Insect growth is a complex process involving multiple signal pathway networks. Juvenile hormone and ecdysone are key regulators of insect growth, molting, and metamorphosis. In parasitoid-host interactions, larval endoparasitoids often prolong the host larval stage, reduce body size, and disrupt metamorphosis3,6. Recent studies also show that miRNAs are effectors of several genes with roles in hormone signaling pathways32,33. In Drosophila, bantam, miR-14, and miR-34 modulate ecdysone signaling34,35,36. In lepidopteran insects, let-7 and miR-281 also play regulatory roles in molting and metamorphosis19,37. miR-14 from Drosophila and miR-281 from Bombyx mori have been implicated in regulating ecdysone signaling by limiting the expression of EcR19,36. In our study, miRNAs from both teratocytes and CvBV share EcR as their common target, implying a role of miRNAs in host developmental regulation. We demonstrated that both teratocytes-derived Cve-miR-281-3p and PDV-derived Cve-miR-novel22-5p downregulated EcR gene expression and decreased the production of protein, which correlated with delayed host development. In our experiments, metamorphosis was delayed rather than arrested probably due to the injection of each host larva with only a single dose of each miRNA, whereas these factors are continuously produced in naturally parasitized hosts. Previous reports and our data jointly suggest an evolutionary conserved relationship between miR-281 family and the EcR in Lepidoptera. Thus, other parasitoid species are likely to take advantage of the same strategy to manipulate the development of their lepidopteran hosts. In addition, the newly functional confirmation of Cve-miR-novel22-5p from PDV indicated the convergent evolution of similar function in teratocyte and PDV, but the factors may cooperate in a successive manner to achieve the prolongation of host larval stage and in turn the completion of wasp offspring development.

To the best of our knowledge, this is the first evidence demonstrating the molecular mechanisms by which parasitoid wasps control host development via miRNA. Our findings indicate that endoparasitoids produce miRNAs with roles in altering host growth. Other miRNAs we identified may also have roles in regulating host metabolism and immune responses.

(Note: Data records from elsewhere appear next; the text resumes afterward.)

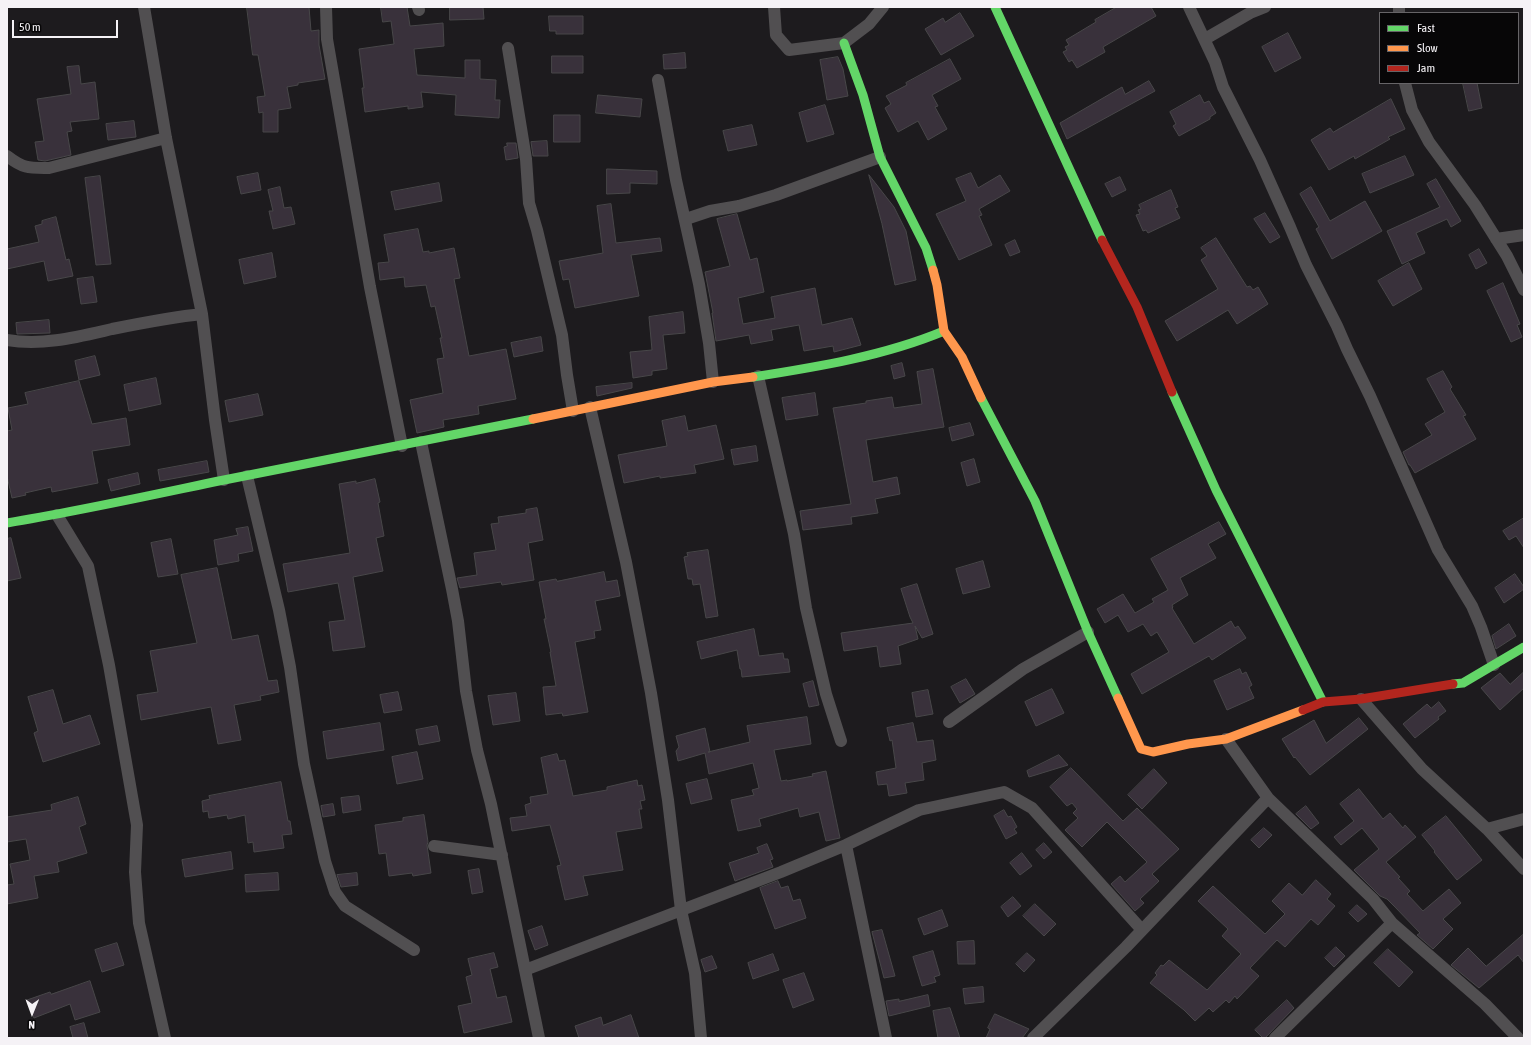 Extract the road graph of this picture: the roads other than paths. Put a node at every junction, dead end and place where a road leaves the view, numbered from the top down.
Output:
1 (144, 7) edge
2 (326, 7) edge
3 (774, 7) edge
4 (883, 7) edge
5 (995, 7) edge
6 (1189, 7) edge
7 (1265, 7) edge
8 (1205, 39) junction
9 (844, 43) junction
10 (508, 48) dead end
11 (658, 80) dead end
12 (1405, 84) edge
13 (166, 138) junction
14 (7, 156) edge
15 (880, 157) junction
16 (686, 219) junction
17 (1524, 236) edge
18 (1496, 239) junction
19 (1524, 290) edge
20 (202, 314) junction
21 (944, 331) junction
22 (7, 340) edge
23 (758, 376) junction
24 (714, 382) junction
25 (590, 407) junction
26 (573, 411) junction
27 (421, 442) junction
28 (402, 446) junction
29 (248, 476) junction
30 (224, 480) junction
31 (56, 514) junction
32 (7, 523) edge
33 (1088, 632) junction
34 (1524, 647) edge
35 (1494, 665) junction
36 (1361, 699) junction
37 (1323, 702) junction
38 (949, 722) dead end
39 (1226, 739) junction
40 (841, 742) dead end
41 (1268, 798) junction
42 (1524, 819) edge
43 (1487, 829) junction
44 (846, 845) junction
45 (434, 846) dead end
46 (502, 855) junction
47 (1524, 869) edge
48 (681, 910) junction
49 (1392, 923) junction
50 (1142, 930) junction
51 (414, 950) dead end
52 (525, 970) junction
53 (165, 1038) edge
54 (539, 1038) edge
55 (701, 1038) edge
56 (886, 1038) edge
57 (1033, 1038) edge
58 (1275, 1038) edge
59 (1518, 1038) edge

1 - 13 street
2 - 28 street
3 - 9 street
4 - 9 street
5 - 37 street
6 - 8 street
7 - 8 street
8 - 35 street
9 - 15 street
10 - 26 street
11 - 16 street
12 - 18 street
13 - 14 street
13 - 20 street
15 - 16 street
15 - 21 street
16 - 24 street
17 - 18 street
18 - 19 street
20 - 22 street
20 - 30 street
21 - 23 street
21 - 33 street
23 - 24 street
23 - 40 street
24 - 25 street
25 - 26 street
25 - 48 street
26 - 27 street
27 - 28 street
27 - 46 street
28 - 29 street
29 - 30 street
29 - 51 street
30 - 31 street
31 - 32 street
31 - 53 street
33 - 38 street
33 - 39 street
34 - 35 street
35 - 36 street
36 - 37 street
36 - 43 street
37 - 39 street
39 - 41 street
41 - 49 street
41 - 50 street
42 - 43 street
43 - 47 street
44 - 48 street
44 - 50 street
44 - 56 street
45 - 46 street
46 - 52 street
48 - 52 street
48 - 55 street
49 - 58 street
49 - 59 street
50 - 57 street
52 - 54 street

C. vestalis and P. xylostella used in the study derived from cultures that had been continuously maintained for 5 years and >100 generations. P. xylostella was reared on cabbage grown at 25 °C, 65% relative humidity, and 14 h light: 10 h dark photoperiod. C. vestalis was reared by allowing adult females to parasitize P. xylostella third instars. Adult wasps were fed with 20% (w/v) honey solution.

Cell lines

The strongly adherent P. xylostella Pxem_ZJU cell line, which was derived from the P. xylostella, was maintained in 60 mm culture dish in TNM-FH culture medium plus 10% fetal bovine serum (FBS) at 27 °C under ambient atmosphere38. The human embryonic kidney cell 293 (HEK293) cell line was bought from Thermo Fisher and maintained at 37 °C in 5% CO2 in DMEM basic medium (Gibco) medium plus 10% FBS. All cell lines were verified to be mycoplasma-free using the PCR-based mycoplasma detection kit (Kaiji, Nanjing, China). Mycoplasma testing was performed on all lines using Mycoplasma Hoechst Stain Kit (MP Biomedicals, Solon, OH, USA).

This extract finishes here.